This study was triggered by an empirical observation in the 1939 Report The Development of International Co-Operation in Economic and Social Affairs: Report of the Special Committee (League of Nations 1939). The so-called Bruce Report is the product of a Special Committee that was proposed by the League of Nation’s Secretary-General in 1939 and approved by the League’s Council at the end of May 1939. The Committee’s task was "to study and report to the forthcoming Assembly on the appropriate measures of organisation which would ensure the development and expansion of the League’s machinery for dealing with technical problems, and promote the active participation of all nations in the efforts made to solve those problems" (League of Nations 1939: 5).

In the ‘Introductory’ of the Bruce Report, the authors introduce the term “economic and social problems” as a replacement for “the phrase ‘technical problems’” (League of Nations 1939: 5). They identify the term technical problems as a term commonly used “to describe the questions with which the greater part of the League’s total activities are concerned” (ibid., 6). Yet, the authors perceive this terminology “inadequate” (ibid., 5). More broadly they criticize the distinction in “the work of the League between ‘political’ and ‘technical’ problems” and call this distinction “unfortunate” (ibid., 6). The authors of the Bruce Report are concerned that the subject matters that are captured under the term technical problems (Figure 1) “are in every country political questions, frequently the cause of internal controversy and often necessitating international negotiation” (ibid., 6). The term political questions in the League’s language is, however, “normally [used to] refer[..] to problems of political relations between States or [...] what are in each country known as ‘foreign affairs’” (ibid., 6).
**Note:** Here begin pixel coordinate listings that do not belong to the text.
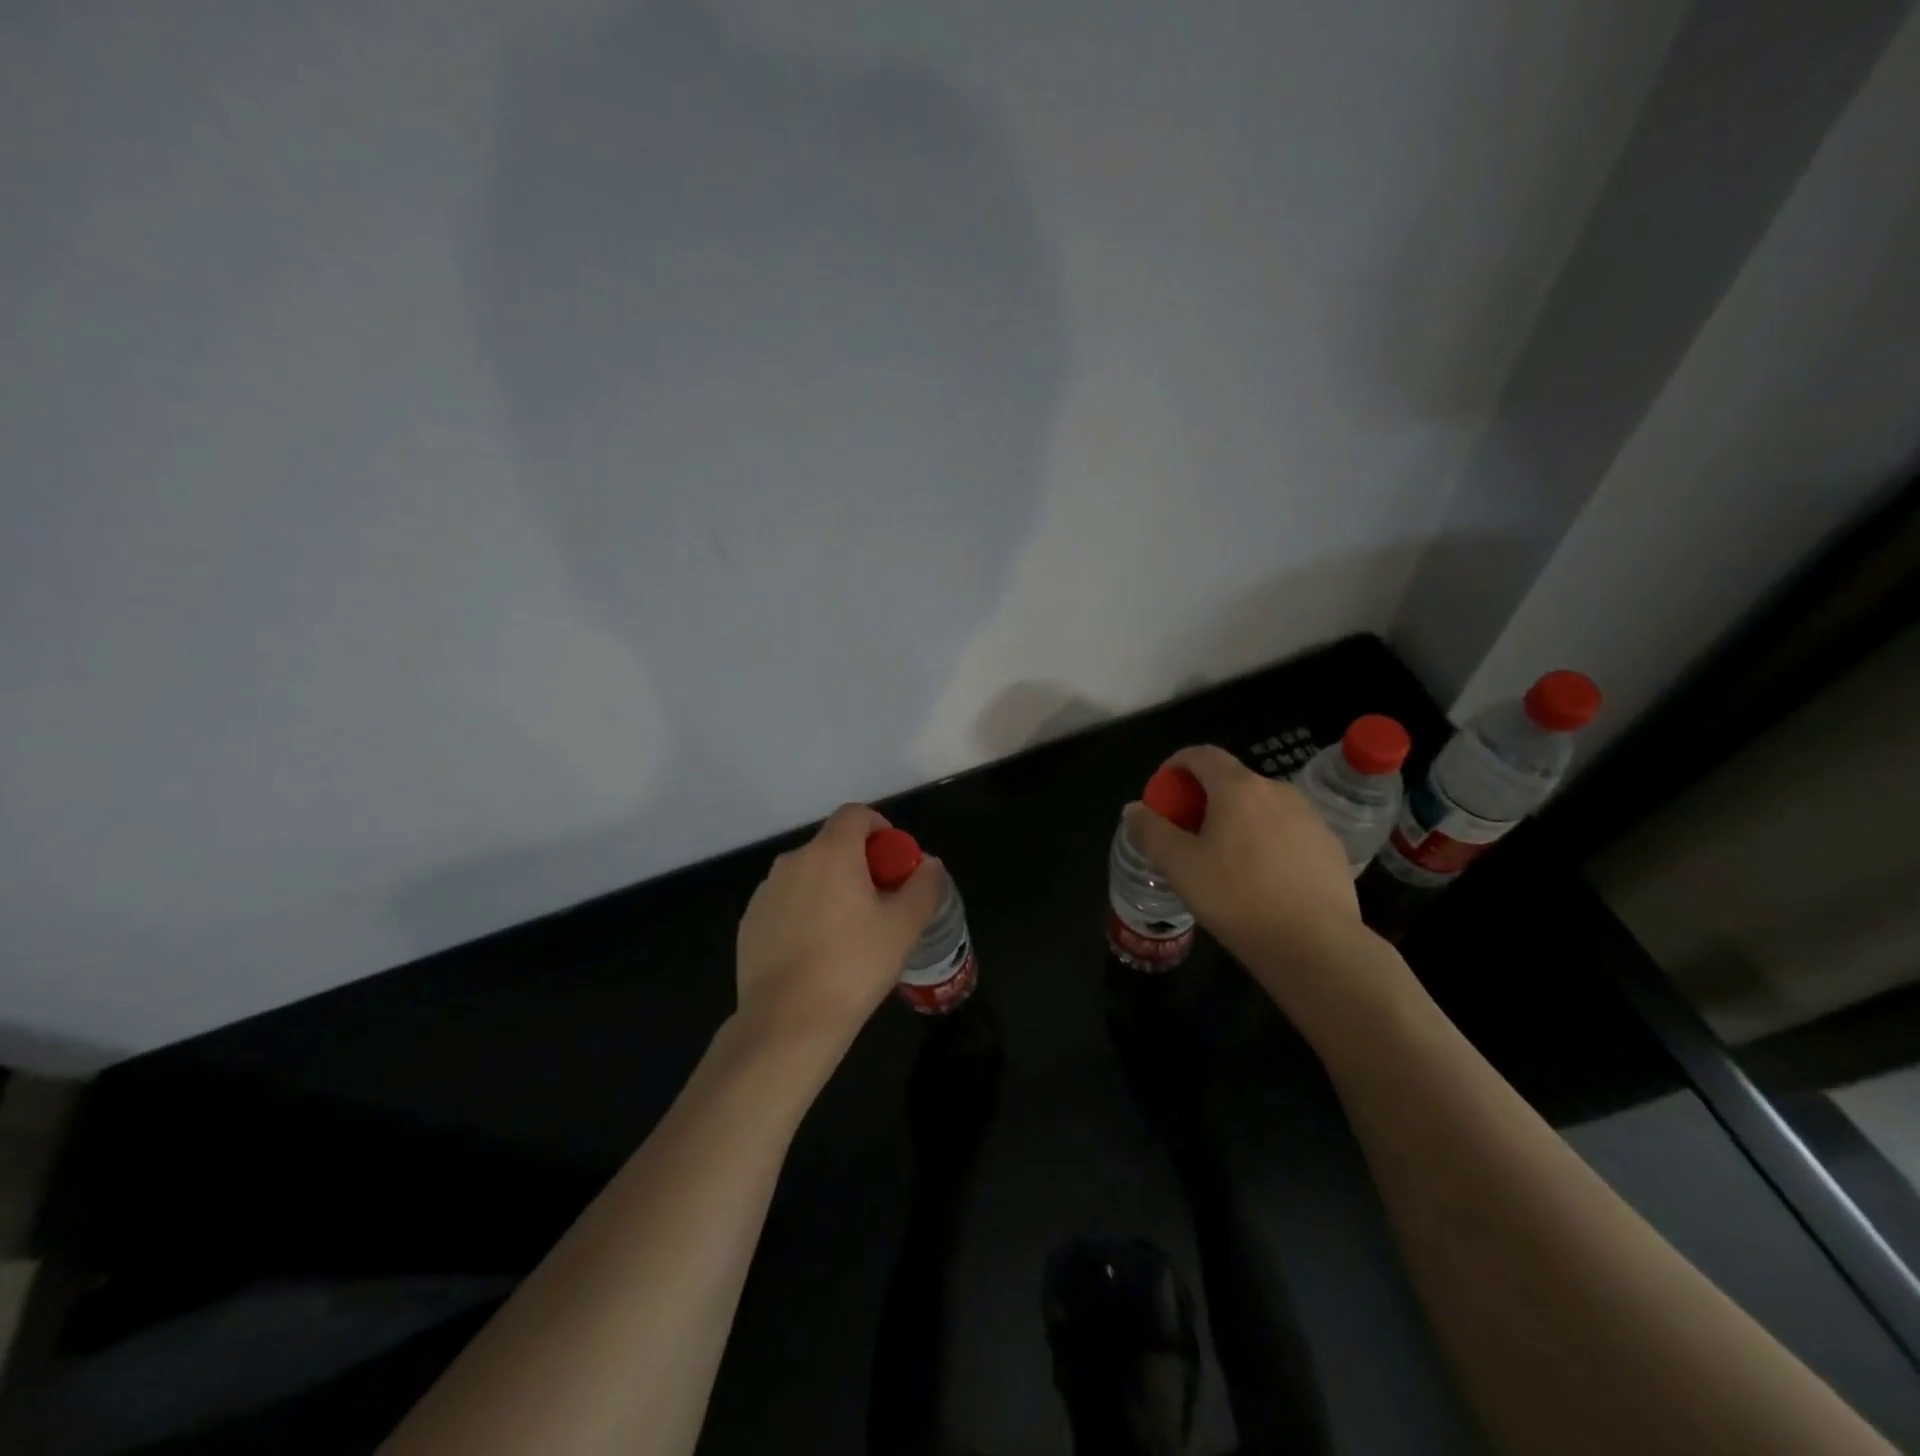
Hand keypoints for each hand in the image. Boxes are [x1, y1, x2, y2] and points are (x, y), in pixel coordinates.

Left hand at [735, 803, 944, 1055]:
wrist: (787, 1023)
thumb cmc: (853, 967)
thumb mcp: (904, 927)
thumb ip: (923, 886)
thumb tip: (929, 864)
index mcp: (831, 853)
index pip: (855, 814)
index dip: (880, 827)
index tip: (893, 861)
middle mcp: (793, 862)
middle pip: (832, 845)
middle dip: (859, 863)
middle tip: (880, 903)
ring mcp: (765, 892)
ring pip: (808, 875)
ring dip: (830, 888)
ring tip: (848, 933)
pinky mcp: (749, 922)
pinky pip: (786, 903)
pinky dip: (804, 912)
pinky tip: (816, 953)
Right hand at [1121, 746, 1369, 1003]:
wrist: (1316, 945)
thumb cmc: (1237, 898)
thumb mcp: (1179, 867)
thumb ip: (1151, 831)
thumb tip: (1134, 809)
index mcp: (1237, 788)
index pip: (1201, 754)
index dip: (1176, 765)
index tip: (1163, 792)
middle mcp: (1277, 790)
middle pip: (1231, 780)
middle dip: (1203, 798)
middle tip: (1187, 833)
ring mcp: (1309, 816)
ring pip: (1261, 806)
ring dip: (1236, 819)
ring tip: (1223, 858)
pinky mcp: (1329, 845)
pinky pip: (1286, 830)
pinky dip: (1265, 839)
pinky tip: (1260, 877)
To acknowledge the ‘political’ nature of all those matters that are usually referred to with the linguistics sign technical problems, the authors suggest a new label: economic and social problems.

While they suggest replacing the term technical problems with economic and social problems the authors of the Bruce Report do not suggest an alternative term for problems regarding ‘the relations between States’, i.e. the term political problems in the League’s language.

It is this reflection on the term technical problems that caught my attention. Linguistic reflections in public texts are always interesting as they constitute metacommunicative expressions in which conventional language use is denaturalised. Simultaneously, they put spotlight on what is/was a naturalised, albeit ‘fragile’, use of language to begin with. To study linguistic reflections means to study condensed communicative processes, the focus on. which makes accessible past collective knowledge (Jung 1994: 17). But, of course, in the case of the Bruce Report, the authors did not just reflect on any kind of linguistic sign, which makes their linguistic reflections even more interesting. They brought to the fore a curious dichotomy that – as an explorative stroll through the League of Nations’ Archive suggests – orders the work and the world of the League of Nations more broadly. It is this dichotomy and, in particular, the concept technical problem that makes the linguistic reflections in the Bruce Report not just generally interesting but interesting for the study of ‘international economic thinkers’ and their ‘international economic thinking’.

 

The question that arises for me is:

How do ‘technical problems’ shape ‘international economic thinkers’ and their ‘international economic thinking’?

Premises

My study is grounded in 3 premises:

  1. I start on the premise that reality is discursively produced. Discourses structure how a phenomenon becomes meaningful and how it is brought into being through a set of practices. Discourse is not simply an individual act of talking by a subject, driven by the subject’s intention;2 discourse is a meta-individual practice.

  2. Discourses are an ensemble of ideas, concepts and categories that can be reconstructed. Such reconstruction is most fruitful if it takes into account the socio-historical and socio- political conditions under which statements are done (e.g. Hajer 2004).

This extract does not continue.